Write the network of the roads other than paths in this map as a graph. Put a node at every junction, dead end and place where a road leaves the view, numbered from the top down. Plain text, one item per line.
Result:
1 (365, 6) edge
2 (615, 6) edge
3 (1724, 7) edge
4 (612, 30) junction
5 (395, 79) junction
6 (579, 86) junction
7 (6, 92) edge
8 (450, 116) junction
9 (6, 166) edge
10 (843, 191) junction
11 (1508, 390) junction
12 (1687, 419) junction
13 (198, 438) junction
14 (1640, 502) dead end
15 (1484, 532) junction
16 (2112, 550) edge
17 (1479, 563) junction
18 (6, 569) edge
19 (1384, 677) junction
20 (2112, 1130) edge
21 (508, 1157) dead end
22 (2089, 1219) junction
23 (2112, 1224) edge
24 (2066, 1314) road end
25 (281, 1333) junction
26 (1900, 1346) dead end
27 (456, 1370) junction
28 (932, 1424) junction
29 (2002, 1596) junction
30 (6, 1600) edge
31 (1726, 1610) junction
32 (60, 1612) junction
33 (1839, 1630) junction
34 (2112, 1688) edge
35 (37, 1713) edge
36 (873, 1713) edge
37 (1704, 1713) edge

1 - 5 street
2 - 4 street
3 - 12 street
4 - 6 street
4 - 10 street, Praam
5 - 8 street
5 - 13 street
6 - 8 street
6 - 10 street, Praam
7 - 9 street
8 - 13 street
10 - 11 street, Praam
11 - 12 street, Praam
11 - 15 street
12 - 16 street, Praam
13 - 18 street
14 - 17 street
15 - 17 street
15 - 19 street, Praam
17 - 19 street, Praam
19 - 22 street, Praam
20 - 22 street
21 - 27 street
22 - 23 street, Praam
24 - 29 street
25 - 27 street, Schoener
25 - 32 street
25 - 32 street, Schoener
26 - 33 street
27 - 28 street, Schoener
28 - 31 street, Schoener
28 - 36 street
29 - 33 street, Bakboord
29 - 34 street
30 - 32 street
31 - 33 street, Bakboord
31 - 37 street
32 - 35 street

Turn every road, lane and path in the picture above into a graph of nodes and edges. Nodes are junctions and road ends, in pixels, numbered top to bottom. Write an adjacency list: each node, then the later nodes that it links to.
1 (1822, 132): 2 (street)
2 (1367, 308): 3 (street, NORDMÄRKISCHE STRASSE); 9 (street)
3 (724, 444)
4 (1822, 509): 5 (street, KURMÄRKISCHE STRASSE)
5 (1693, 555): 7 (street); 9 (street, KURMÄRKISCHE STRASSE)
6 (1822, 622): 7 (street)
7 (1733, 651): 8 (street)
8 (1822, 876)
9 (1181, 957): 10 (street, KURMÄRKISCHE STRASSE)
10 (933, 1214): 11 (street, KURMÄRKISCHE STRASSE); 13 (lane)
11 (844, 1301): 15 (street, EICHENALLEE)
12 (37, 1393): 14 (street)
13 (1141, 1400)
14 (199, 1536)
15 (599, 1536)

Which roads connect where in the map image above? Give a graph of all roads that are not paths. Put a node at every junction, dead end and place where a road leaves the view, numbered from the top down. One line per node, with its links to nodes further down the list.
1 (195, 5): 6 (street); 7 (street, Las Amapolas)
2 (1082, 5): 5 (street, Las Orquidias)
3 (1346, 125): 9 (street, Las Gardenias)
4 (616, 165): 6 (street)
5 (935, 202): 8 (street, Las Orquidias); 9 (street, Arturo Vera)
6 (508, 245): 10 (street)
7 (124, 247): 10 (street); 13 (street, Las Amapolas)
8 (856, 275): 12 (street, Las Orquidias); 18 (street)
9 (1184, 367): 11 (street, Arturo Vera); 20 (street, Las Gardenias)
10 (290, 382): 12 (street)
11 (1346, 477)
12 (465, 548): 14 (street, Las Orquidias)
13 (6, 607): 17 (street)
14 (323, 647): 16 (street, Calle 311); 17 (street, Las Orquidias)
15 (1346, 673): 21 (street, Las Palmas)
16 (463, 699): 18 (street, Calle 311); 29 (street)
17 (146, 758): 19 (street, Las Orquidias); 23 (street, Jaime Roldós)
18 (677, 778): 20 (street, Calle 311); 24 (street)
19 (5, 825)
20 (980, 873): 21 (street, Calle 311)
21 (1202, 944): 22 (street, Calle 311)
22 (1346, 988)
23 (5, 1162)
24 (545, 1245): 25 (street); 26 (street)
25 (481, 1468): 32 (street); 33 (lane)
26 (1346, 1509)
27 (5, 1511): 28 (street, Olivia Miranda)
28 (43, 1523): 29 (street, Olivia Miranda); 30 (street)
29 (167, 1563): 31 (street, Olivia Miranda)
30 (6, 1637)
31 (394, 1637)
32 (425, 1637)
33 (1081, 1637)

────────────────────

An exact copy of every record is needed; write it out in full.

Result below
Write the network of the roads other than paths in this map as a graph. Put a node at every junction, dead end and place where a road leaves the view, numbered from the top down. Plain text, one item per line.
Result:
1 (365, 6) edge
2 (615, 6) edge
3 (1724, 7) edge
4 (612, 30) junction
5 (395, 79) junction
6 (579, 86) junction
7 (6, 92) edge
8 (450, 116) junction
9 (6, 166) edge
10 (843, 191) junction
11 (1508, 390) junction
12 (1687, 419) junction
13 (198, 438) junction
14 (1640, 502) dead end
15 (1484, 532) junction
16 (2112, 550) edge
17 (1479, 563) junction
18 (6, 569) edge
19 (1384, 677) junction
20 (2112, 1130) edge
21 (508, 1157) dead end
22 (2089, 1219) junction
23 (2112, 1224) edge
24 (2066, 1314) road end
25 (281, 1333) junction
26 (1900, 1346) dead end
27 (456, 1370) junction
28 (932, 1424) junction
29 (2002, 1596) junction
30 (6, 1600) edge
31 (1726, 1610) junction
32 (60, 1612) junction
33 (1839, 1630) junction
34 (2112, 1688) edge
35 (37, 1713) edge
36 (873, 1713) edge
37 (1704, 1713) edge

1 - 5 street
2 - 4 street
3 - 12 street
4 - 6 street
4 - 10 street, Praam
5 - 8 street
5 - 13 street
6 - 8 street
6 - 10 street, Praam
7 - 9 street
8 - 13 street
10 - 11 street, Praam
11 - 12 street, Praam
11 - 15 street
12 - 16 street, Praam
13 - 18 street
14 - 17 street
15 - 17 street
15 - 19 street, Praam
17 - 19 street, Praam
19 - 22 street, Praam
20 - 22 street
21 - 27 street
22 - 23 street, Praam
24 - 29 street
25 - 27 street, Schoener
25 - 32 street
25 - 32 street, Schoener
26 - 33 street
27 - 28 street, Schoener
28 - 31 street, Schoener
28 - 36 street
29 - 33 street, Bakboord
29 - 34 street
30 - 32 street
31 - 33 street, Bakboord
31 - 37 street
32 - 35 street

Turn every road, lane and path in the picture above into a graph of nodes and edges. Nodes are junctions and road ends, in pixels, numbered top to bottom. Write an adjacency list: each node, then the later nodes that it links to.
1 (1822, 132): 2 (street)
2 (1367, 308): 3 (street, NORDMÄRKISCHE STRASSE); 9 (street)
3 (724, 444)
4 (1822, 509): 5 (street, KURMÄRKISCHE STRASSE)
5 (1693, 555): 7 (street); 9 (street, KURMÄRKISCHE STRASSE)
6 (1822, 622): 7 (street)
7 (1733, 651): 8 (street)
8 (1822, 876)
9 (1181, 957): 10 (street, KURMÄRKISCHE STRASSE)
10 (933, 1214): 11 (street, KURMÄRKISCHE STRASSE); 13 (lane)
11 (844, 1301): 15 (street, EICHENALLEE)
12 (37, 1393): 14 (street)
13 (1141, 1400)
14 (199, 1536)
15 (599, 1536)

Which roads connect where in the map image above? Give a graph of all roads that are not paths. Put a node at every junction, dead end and place where a road leaves the view, numbered from the top down. One line per node, with its links to nodes further down the list.
1 (195, 5): 6 (street); 7 (street, Las Amapolas)
2 (1082, 5): 5 (street, Las Orquidias)
3 (1346, 125): 9 (street, Las Gardenias)
4 (616, 165): 6 (street)
5 (935, 202): 8 (street, Las Orquidias); 9 (street, Arturo Vera)
6 (508, 245): 10 (street)
7 (124, 247): 10 (street); 13 (street, Las Amapolas)
8 (856, 275): 12 (street, Las Orquidias); 18 (street)
9 (1184, 367): 11 (street, Arturo Vera); 20 (street, Las Gardenias)
10 (290, 382): 12 (street)
11 (1346, 477)
12 (465, 548): 14 (street, Las Orquidias)
13 (6, 607): 17 (street)
14 (323, 647): 16 (street, Calle 311); 17 (street, Las Orquidias)
15 (1346, 673): 21 (street, Las Palmas)
16 (463, 699): 18 (street, Calle 311); 29 (street)
17 (146, 758): 19 (street, Las Orquidias); 23 (street, Jaime Roldós)
18 (677, 778): 20 (street, Calle 311); 24 (street)
19 (5, 825)
20 (980, 873): 21 (street, Calle 311)
21 (1202, 944): 22 (street, Calle 311)
22 (1346, 988)
23 (5, 1162)
24 (545, 1245): 25 (street); 26 (street)
25 (481, 1468): 32 (street); 33 (lane)
26 (1346, 1509)
27 (5, 1511): 28 (street, Olivia Miranda)
28 (43, 1523): 29 (street, Olivia Miranda); 30 (street)
29 (167, 1563): 31 (street, Olivia Miranda)
30 (6, 1637)
31 (394, 1637)
32 (425, 1637)
33 (1081, 1637)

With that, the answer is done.